Requiring developers to intertwine security policy code with their services is a failing long-term strategy. It puts tremendous maintenance burdens on the service implementation and exposes SOA to security risks as well as interoperability pitfalls. Separating security policies from a service implementation and centralizing such policies using an intermediary XML Gateway ensures that the security holes are not inadvertently introduced by developers and the SOA deployment can be built up rapidly by decoupling security processing tasks from the producer services.

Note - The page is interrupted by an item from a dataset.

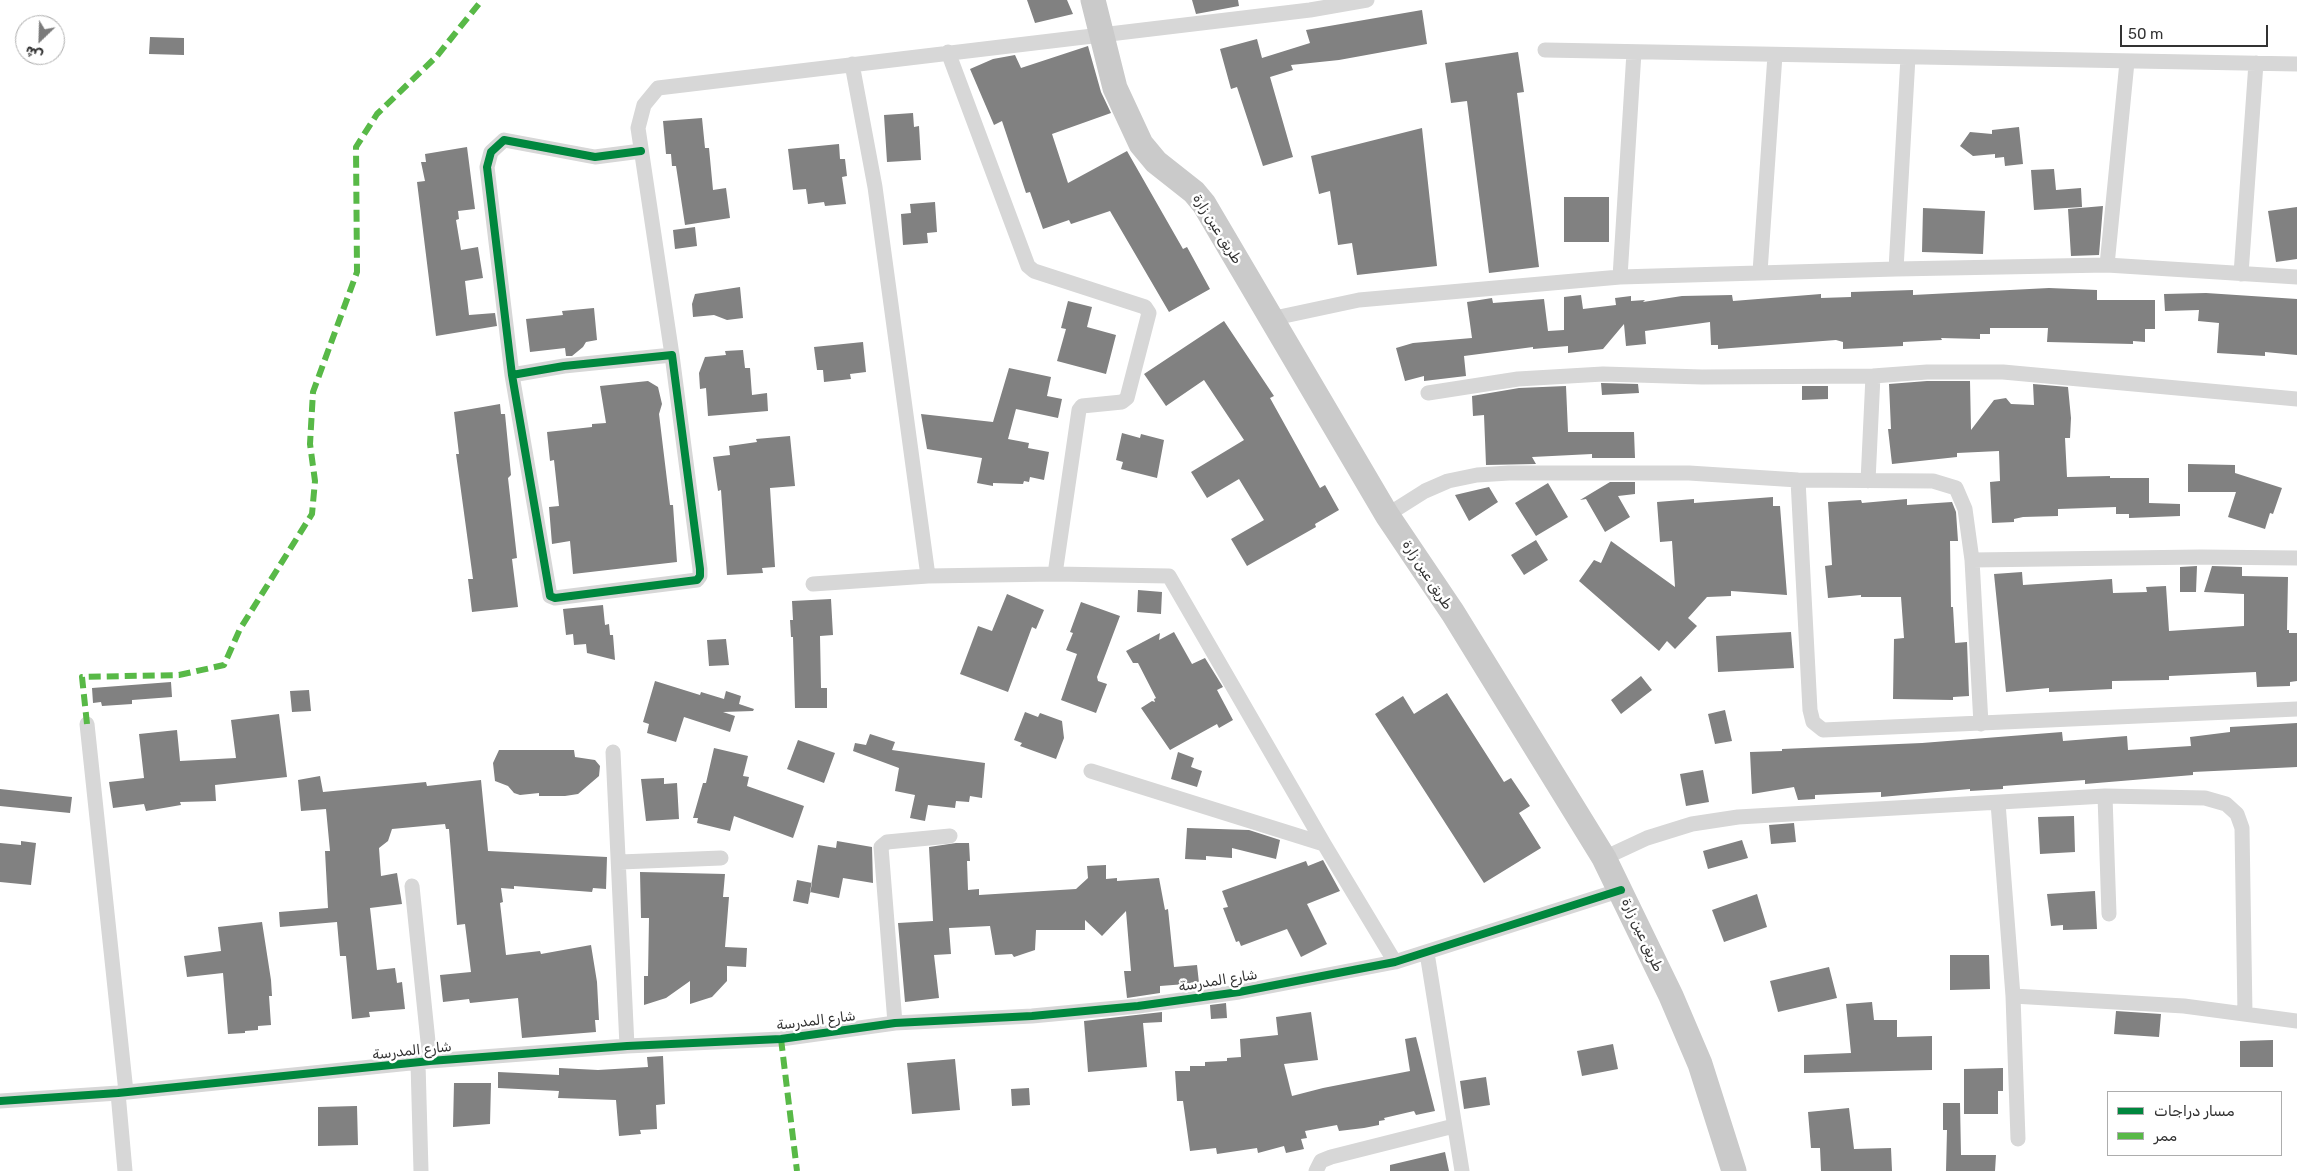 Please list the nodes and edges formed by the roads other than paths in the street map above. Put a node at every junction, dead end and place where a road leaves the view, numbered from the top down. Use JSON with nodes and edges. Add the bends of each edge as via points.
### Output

IV. BEST PRACTICE: CONTROL AND AUDIT INFORMATION FLOW
Description: In a well-built SOA, business information flows effortlessly between applications. The applications are not only internal applications - one of the key benefits of SOA is that external partner applications can also be readily integrated with internal corporate systems for process automation. This ease of information flow facilitated by a SOA puts significant message control and audit requirements on the infrastructure including message filtering and message archiving requirements. Message filtering ensures that nothing malicious enters a corporation through SOAP/XML channels. Message filtering also prevents "information leak" by ensuring that classified corporate information such as financial and customer information or top secret military/defense information is not stolen or inadvertently sent over outbound SOAP/XML messages. In addition to message filtering, corporations are mandated by regulatory requirements to archive and store business transactions for auditing purposes. Regardless of regulatory mandates, it is a widely instituted best practice to control inbound and outbound messages through filtering as well as archiving selected messages for auditing purposes. As shown in Figure 3 below, an XML Gateway provides filtering and archiving functionality by intercepting SOAP/XML messages sent between consumers and producers. The SOA Gateway intercepts and filters messages by performing deep-content inspection of the SOAP/XML messages. Selected messages can then be archived to an external RDBMS as a complete message or by extracting parts of the messages.

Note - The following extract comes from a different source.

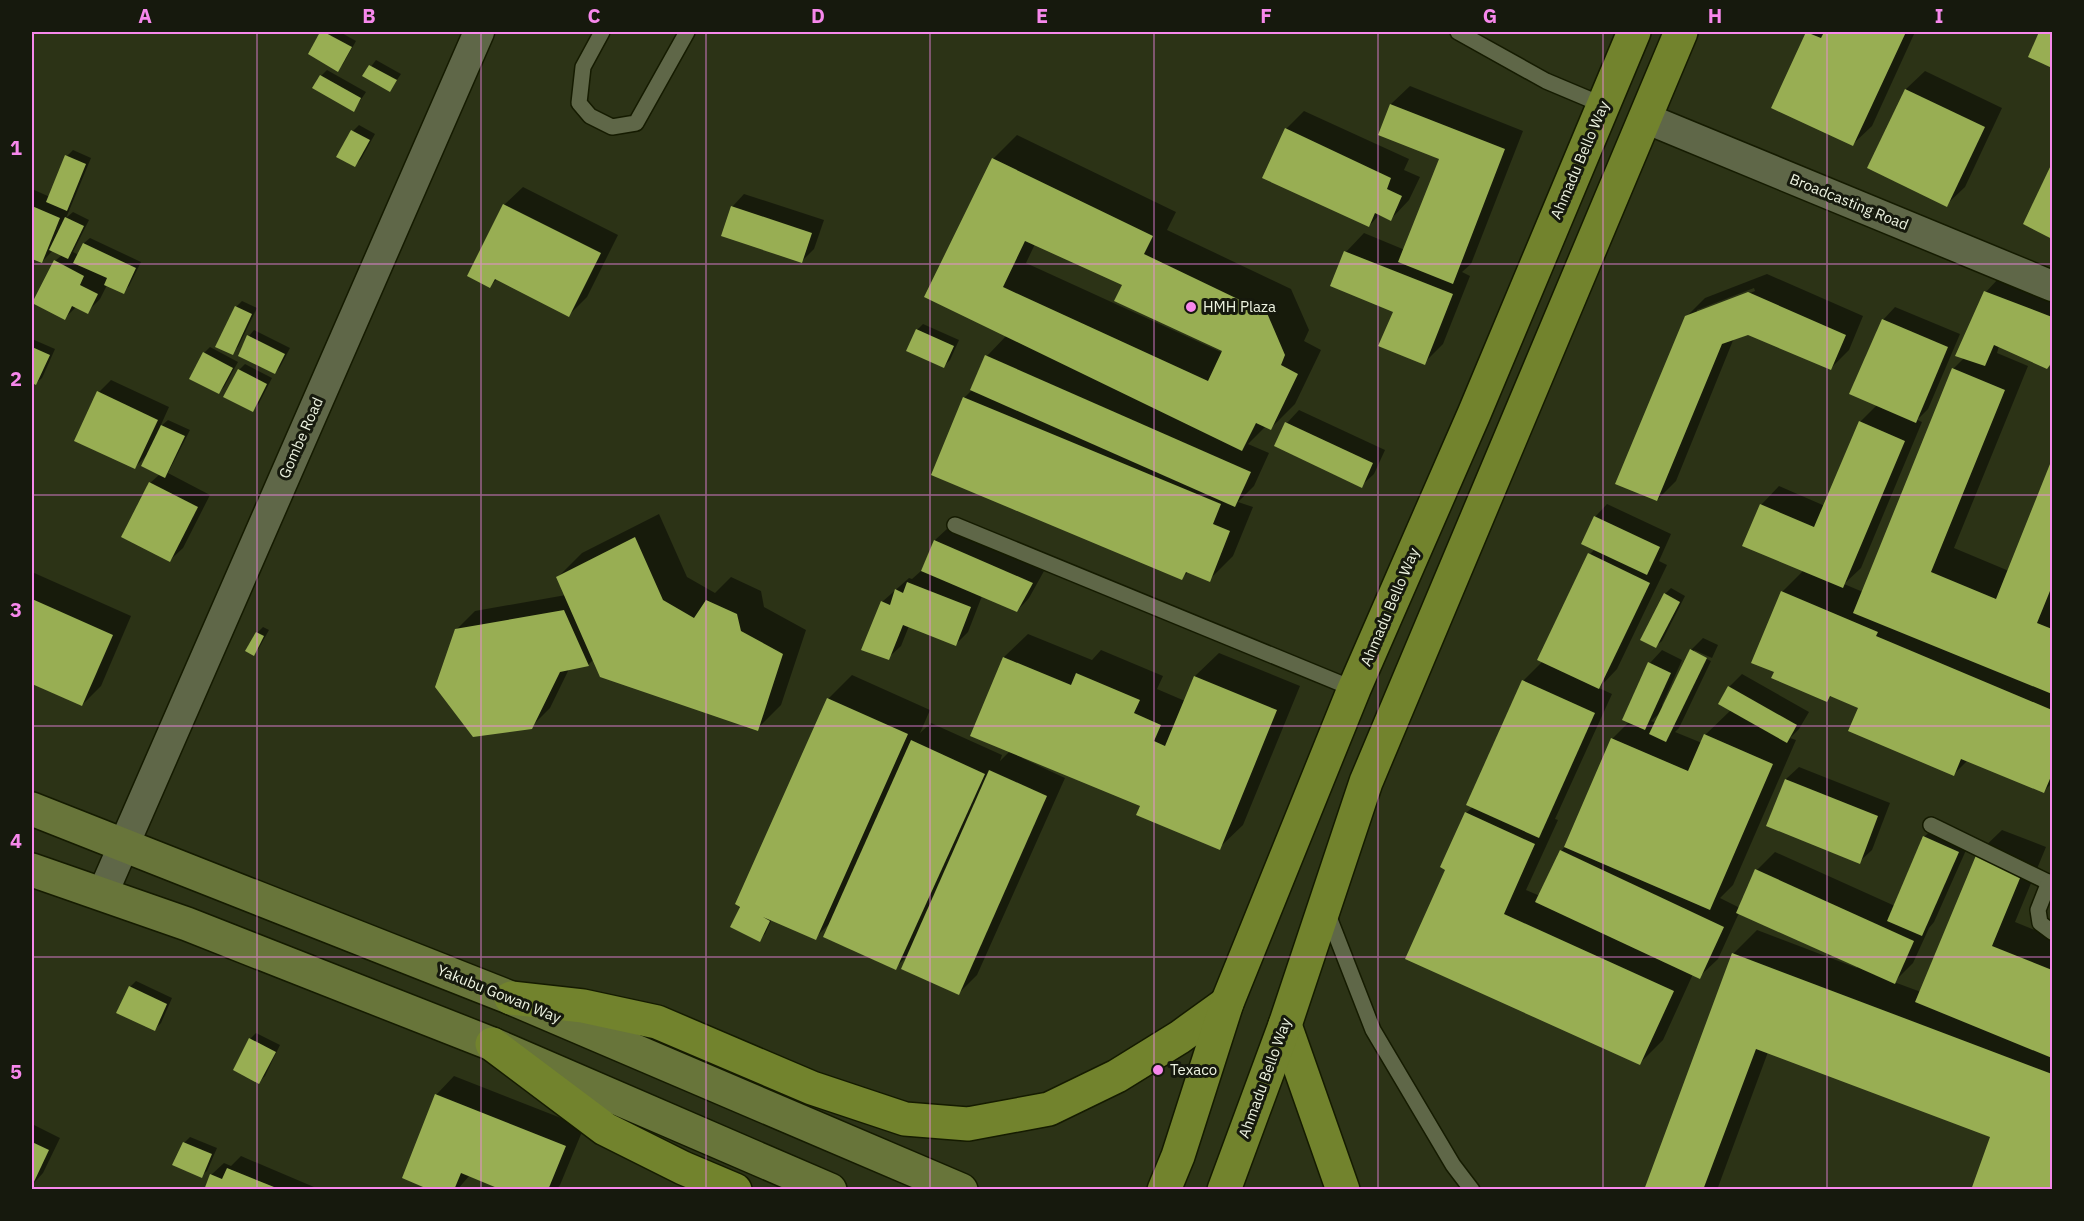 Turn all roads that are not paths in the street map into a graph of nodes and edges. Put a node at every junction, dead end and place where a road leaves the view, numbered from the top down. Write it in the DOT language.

Benefits: Enabling information control through an XML Gateways has significant benefits including:
- Consistency: By centralizing message filtering and archiving policies, a consistent set of rules can be enforced across a SOA deployment for allowing or denying messages in and out of a corporate network based on message payload. Messages can also be archived consistently based on business data within a message.
- Security: SOA Gateways act as SOAP/XML Firewalls that inspect inbound messages for malware and only let clean messages through. Through deep content inspection, SOA Gateways provide security by ensuring that malicious content is kept out and sensitive information is prevented from leaving corporate domains.

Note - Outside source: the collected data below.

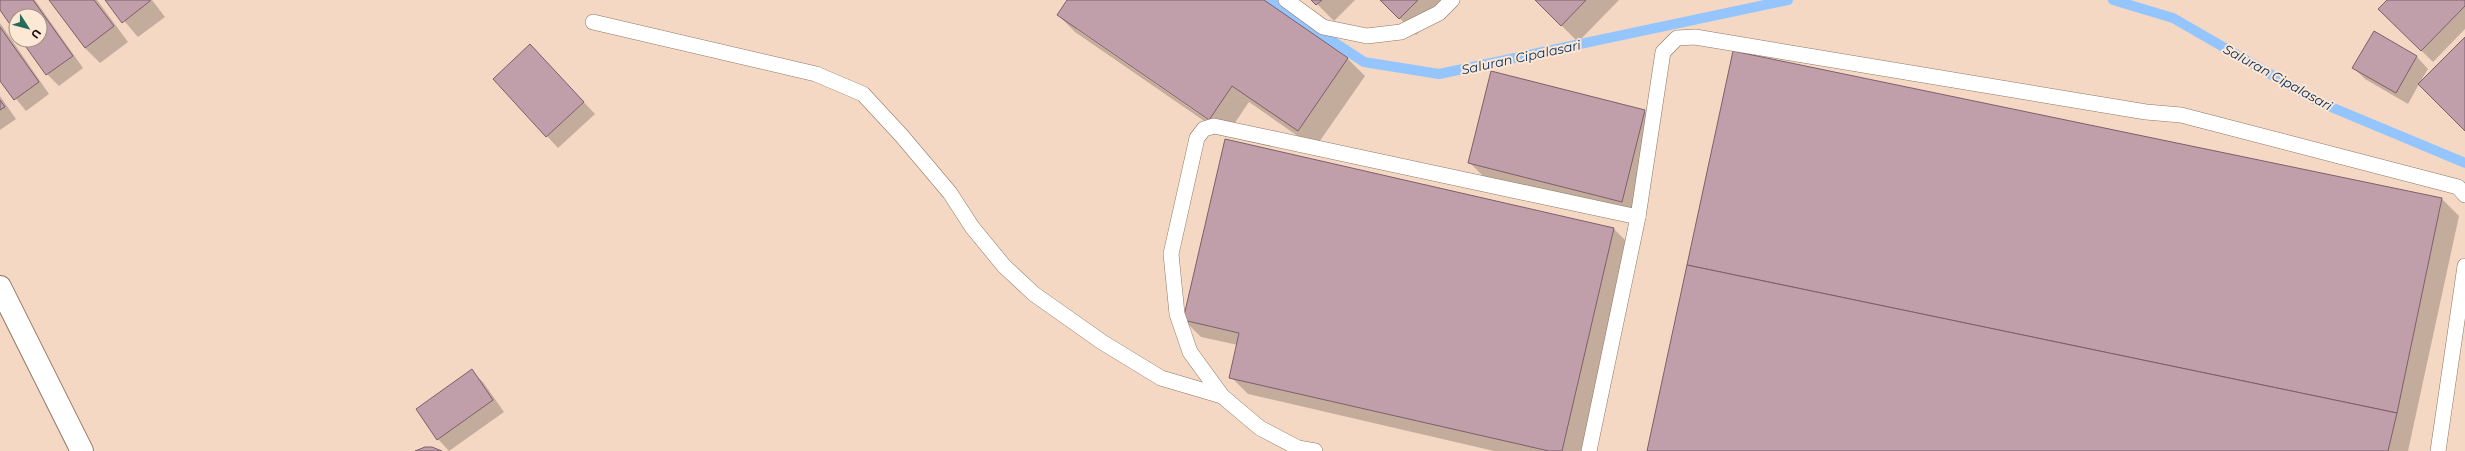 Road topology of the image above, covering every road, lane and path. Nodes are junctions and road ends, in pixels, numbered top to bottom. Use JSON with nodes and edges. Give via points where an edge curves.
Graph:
{"nodes":[{"id":1,"x":1286,"y":0,"type":"edge"},
{"id":2,"x":1452,"y":0,"type":"edge"},
{"id":3,"x":593,"y":22,"type":"dead end"},
{"id":4,"x":2465,"y":196,"type":"edge"},
{"id":5,"x":1638,"y":217,"type":"junction"},
{"id":6,"x":2465,"y":266,"type":"edge"},
{"id":7,"x":0,"y":287,"type":"edge"},
{"id":8,"x":1222,"y":396,"type":"junction"},
{"id":9,"x":82,"y":451,"type":"edge"},
{"id":10,"x":1315,"y":451,"type":"edge"},
{"id":11,"x":1589,"y":451,"type":"edge"},
{"id":12,"x":2438,"y":451,"type":"edge"}],
"edges":[{"from":1,"to":2,"type":"lane","via":[[1323,27],[1367,36],[1401,32],[1439,13]]},
{"from":3,"to":8,"type":"lane","via":[[816,74],[864,94],[950,193],[972,227],[1004,266],[1034,294],[1102,342],[1162,378]]},
{"from":4,"to":5,"type":"lane","via":[[2458,187],[2181,115],[2146,112],[1687,36],[1677,38],[1663,52]]},
{"from":5,"to":8,"type":"lane","via":[[1210,126],[1200,132],[1197,138],[1170,254],[1177,314],[1190,352]]},
{"from":5,"to":11,"type":"lane"},
{"from":6,"to":12,"type":"lane"},
{"from":7,"to":9,"type":"street"},
{"from":8,"to":10,"type":"lane","via":[[1260,428],[1298,448]]}]}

- Productivity: Deploying an XML Gateway removes the burden of building filtering and archiving functionality into consumer and producer applications. With simple, code-free policy authoring for message control and archiving, SOA Gateway administrators can rapidly author policies freeing developers to focus on building business functionality.
Requirements: SOA Gateways have to filter, control and archive messages between consumers and producers seamlessly for messages traversing a SOA. For deploying filtering and archiving, an XML Gateway must meet the following requirements:
- Bi-directional Message Control: Both inbound and outbound SOAP/XML messages have to be handled by the SOA Gateway. Typically, inbound messages are checked for malware, validated and then archived to an off-board RDBMS. Outbound messages are usually checked for sensitive information before they are permitted out of the corporate domain.
- Granular Message Capture: SOA Gateways should have the ability to capture full messages and store them in an external database and also have the ability to select any element-level information from a SOAP/XML message and store this information in the database as well.
- Flexible Configuration: SOA Gateways should provide a high degree of flexibility in configuring policies for filtering and archiving messages. Message should be selected for filtering and archiving on any criteria driven from message content. SOA Gateways should be able to archive messages on arrival, at any stage of processing such as encryption, signature or message enrichment and then archive processed messages again so that multiple snapshots along the message processing may be captured for auditing and analysis. One common best practice is to sign and store all inbound and outbound messages for preserving a detailed message trail.
SOAP, XML and JSON messages can contain complex content including binary attachments that should be scanned before allowing the messages to reach corporate back office systems that handle essential business transactions. Similar to email systems that check for message size and content, SOA Gateways should be deployed in a network to ensure that only good messages are permitted in and that sensitive information that is not authorized to leave a corporation are prevented from leaking out of corporate boundaries. Messages should be signed and stored through a robust archiving process for ongoing auditing and data analysis.
V. CONCLUSIONS
An XML Gateway is a core infrastructure component of a SOA with the ability to integrate services securely. Typically deployed as a hardware appliance, an XML Gateway seamlessly controls access to services, protects information through data-level encryption, ensures the integrity of a message through signatures, and controls corporate information flow. An XML Gateway enables SOAP/XML messaging across a variety of transport protocol such as HTTP, MQ Series, FTP, or JMS with protocol-mixing amongst the protocols. In most deployments, SOA professionals choose to use SOA Gateways as hardware-based network appliances primarily for the following reasons:
- Ease of Deployment: SOA Gateways are easy to install in a network as a snap-on appliance. Appliance-based SOA Gateways eliminate the need to install software packages and operating system patches and enable technologist to focus on configuring business policies. Centralized
- Policy Management: SOA Gateways provide centralize policy management removing the burden of security policies from service developers. Keeping such policies separate from developers, enables better on-going policy management, security and developer efficiency. Superior
- Performance: Hardware-based SOA Gateways process SOAP/XML messages faster than software based solutions. For resource-intensive processing such as message encryption-decryption, signature-verification, filtering, transformation and access control, hardware-based SOA Gateways provide exceptional message throughput for enterprise-class scalability.
SOA Gateways add significant productivity to project teams by providing code-free configuration of policies and by freeing up development teams to focus on building core business functionality instead of developing code for security policies, message control and service aggregation. Enterprises serious about cutting costs and increasing revenue through service reuse and rapid system-to-system integration must deploy a robust, secure and flexible SOA Gateway for efficient message processing.